Task requirements>
Using the entries that follow, collect the lines where the word "graph" appears.

Stored data entries
++++++++++++++++++++

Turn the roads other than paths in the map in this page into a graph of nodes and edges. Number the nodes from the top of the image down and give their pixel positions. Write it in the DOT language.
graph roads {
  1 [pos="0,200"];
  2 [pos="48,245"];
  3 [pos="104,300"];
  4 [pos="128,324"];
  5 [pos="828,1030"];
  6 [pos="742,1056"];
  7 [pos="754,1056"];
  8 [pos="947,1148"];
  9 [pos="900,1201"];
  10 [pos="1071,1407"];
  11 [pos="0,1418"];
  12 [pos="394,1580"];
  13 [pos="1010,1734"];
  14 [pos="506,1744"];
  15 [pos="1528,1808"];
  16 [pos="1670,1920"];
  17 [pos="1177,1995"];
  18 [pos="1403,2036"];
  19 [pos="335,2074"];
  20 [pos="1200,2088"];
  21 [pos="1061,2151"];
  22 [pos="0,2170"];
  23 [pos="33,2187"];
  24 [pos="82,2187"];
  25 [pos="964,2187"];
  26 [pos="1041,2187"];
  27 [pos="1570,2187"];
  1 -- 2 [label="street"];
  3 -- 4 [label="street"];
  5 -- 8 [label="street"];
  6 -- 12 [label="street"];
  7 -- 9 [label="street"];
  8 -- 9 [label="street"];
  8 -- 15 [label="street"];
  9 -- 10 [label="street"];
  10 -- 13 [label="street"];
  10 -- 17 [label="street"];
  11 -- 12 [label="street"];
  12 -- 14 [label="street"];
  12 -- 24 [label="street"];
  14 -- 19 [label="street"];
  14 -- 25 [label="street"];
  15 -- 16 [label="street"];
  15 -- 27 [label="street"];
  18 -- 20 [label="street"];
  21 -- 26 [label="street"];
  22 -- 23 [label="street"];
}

++++++++++++++++++++

Exercise result>
Turn the roads other than paths in the map in this page into a graph of nodes and edges. Number the nodes from the top of the image down and give their pixel positions. Write it in the DOT language.
graph roads {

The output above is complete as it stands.